(PROVIDED MATERIAL begins)

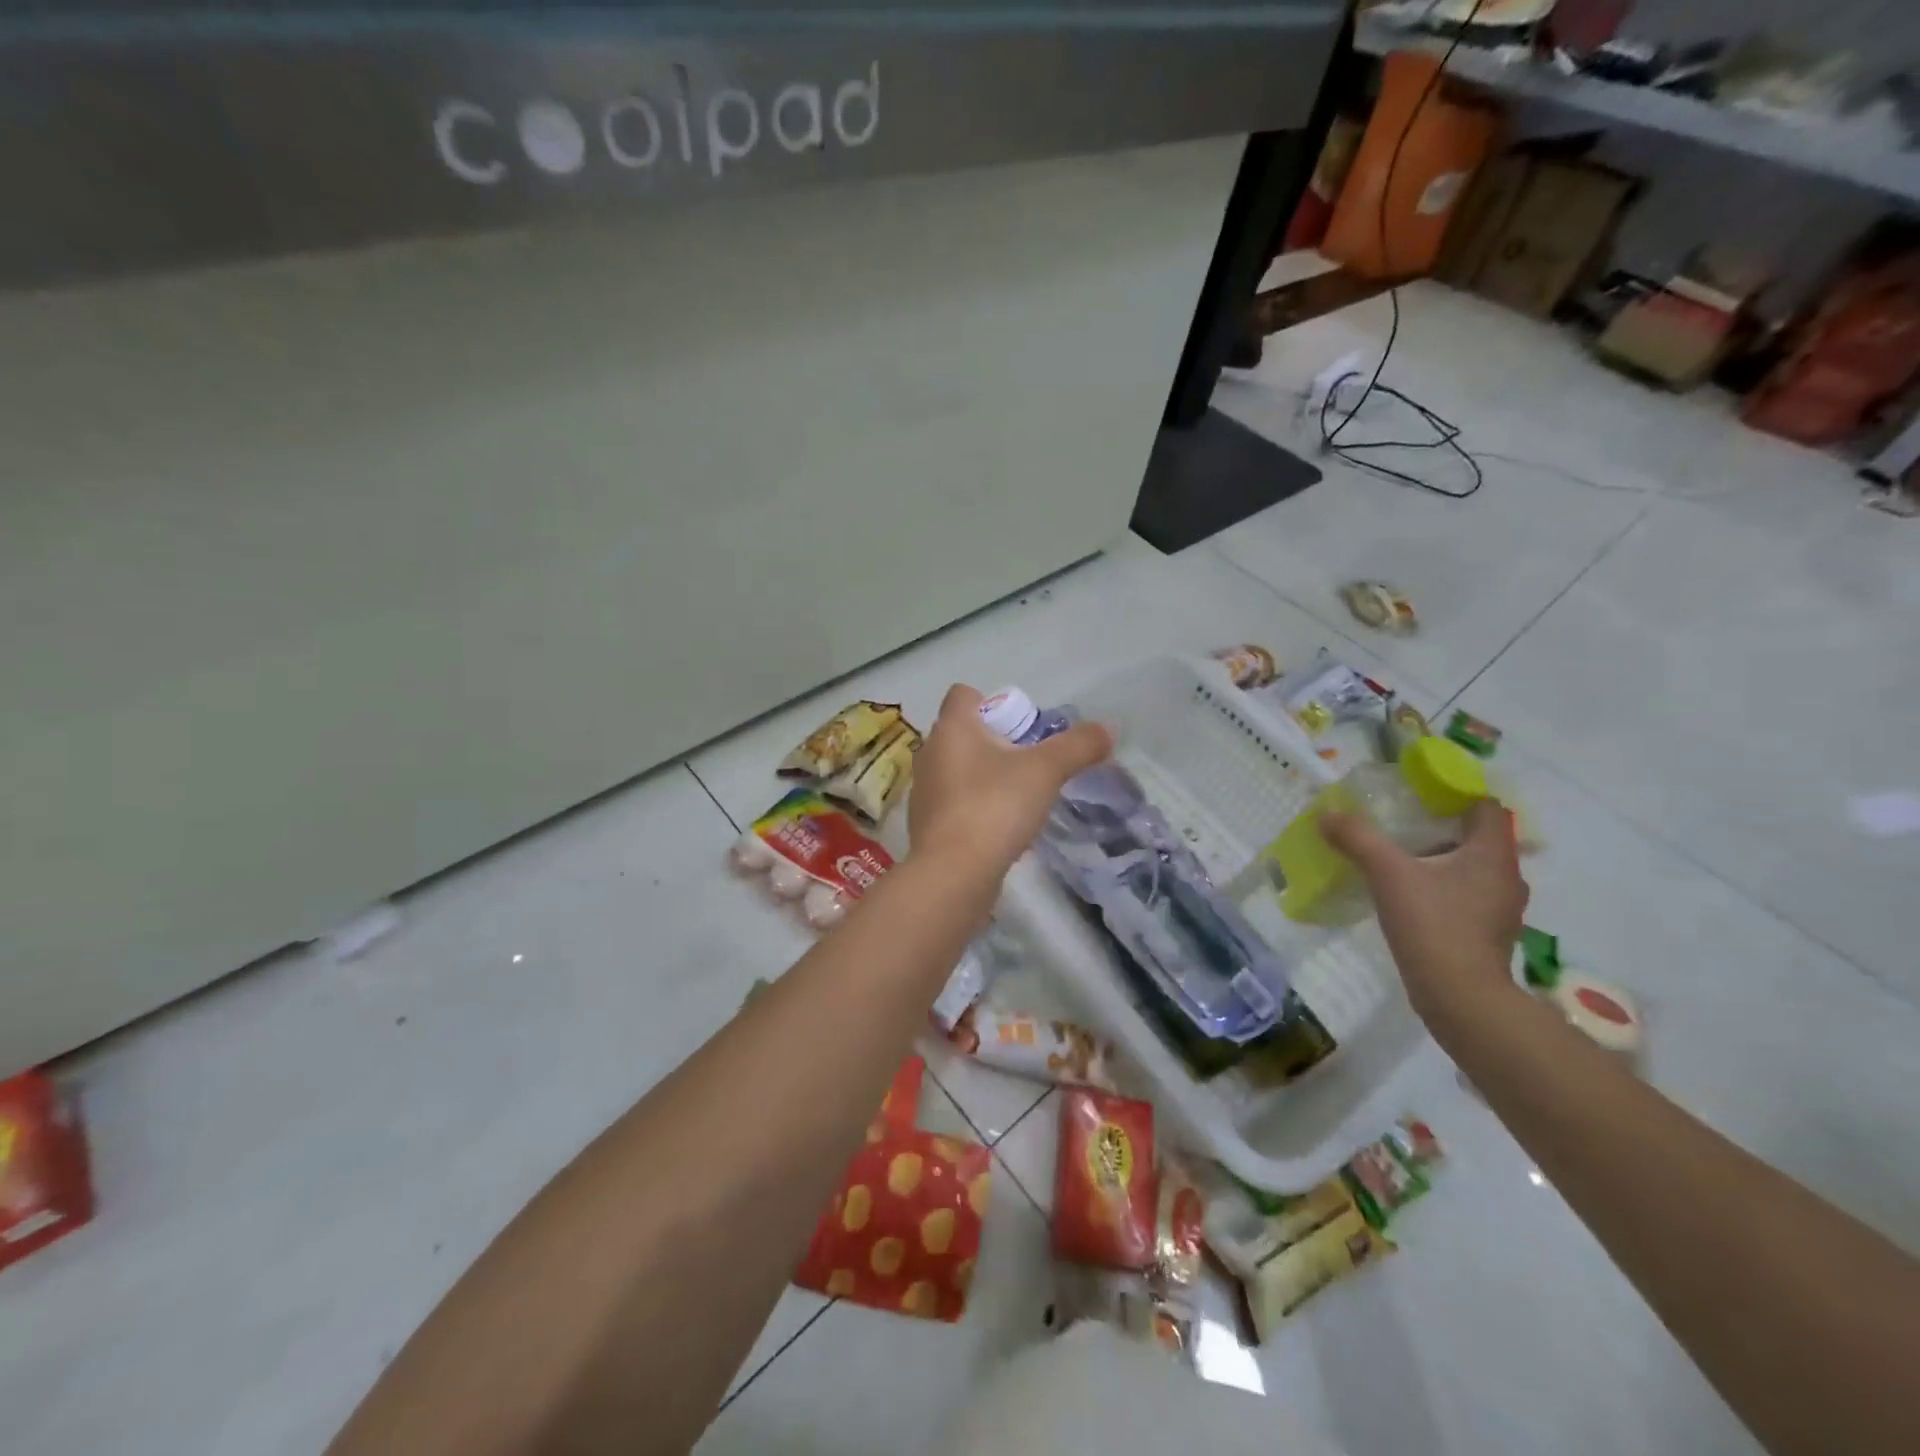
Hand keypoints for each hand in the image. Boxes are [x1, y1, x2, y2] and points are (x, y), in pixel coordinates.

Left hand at [909, 685, 1113, 873]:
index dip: (992, 702)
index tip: (1022, 727)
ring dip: (986, 776)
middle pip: (963, 733)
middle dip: (995, 742)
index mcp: (951, 728)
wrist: (952, 875)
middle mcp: (931, 753)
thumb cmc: (994, 807)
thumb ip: (1078, 746)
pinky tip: (1002, 829)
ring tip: (1019, 797)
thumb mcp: (1045, 772)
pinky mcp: (927, 825)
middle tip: (1029, 762)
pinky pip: (955, 803)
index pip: (962, 694)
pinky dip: (976, 808)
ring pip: (959, 770)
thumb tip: (1109, 728)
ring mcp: (925, 791)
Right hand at [1321, 800, 1528, 1030]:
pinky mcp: (1486, 935)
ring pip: (1471, 870)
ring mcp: (1500, 910)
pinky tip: (1409, 899)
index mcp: (1492, 854)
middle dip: (1440, 829)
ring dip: (1440, 861)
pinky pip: (1465, 897)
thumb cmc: (1433, 925)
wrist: (1461, 999)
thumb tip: (1327, 815)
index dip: (1455, 796)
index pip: (1486, 808)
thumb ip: (1358, 839)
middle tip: (1399, 826)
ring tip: (1398, 862)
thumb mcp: (1388, 874)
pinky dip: (1441, 890)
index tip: (1418, 797)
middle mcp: (1506, 878)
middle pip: (1477, 838)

(PROVIDED MATERIAL ends)

Return word for word the lines above from the line with "ring tip: (1019, 797)" to the line with "middle dip: (1440, 829)", including both and leaving out all others.

● **SOLUTION FOR THIS PROBLEM**:
ring tip: (1019, 797)
thumb mcp: (1045, 772)
pinky mcp: (927, 825)
middle tip: (1029, 762)
pinky pip: (955, 803)
index pip: (962, 694)
pinky dip: (976, 808)
ring pip: (959, 770)
thumb tip: (1109, 728)
ring mcp: (925, 791)
Right hand at [1321, 800, 1528, 1030]:
pinky mcp: (1486, 935)
ring pip: (1471, 870)
ring mcp: (1500, 910)
pinky tip: (1409, 899)
index mcp: (1492, 854)
middle dip: (1440, 829)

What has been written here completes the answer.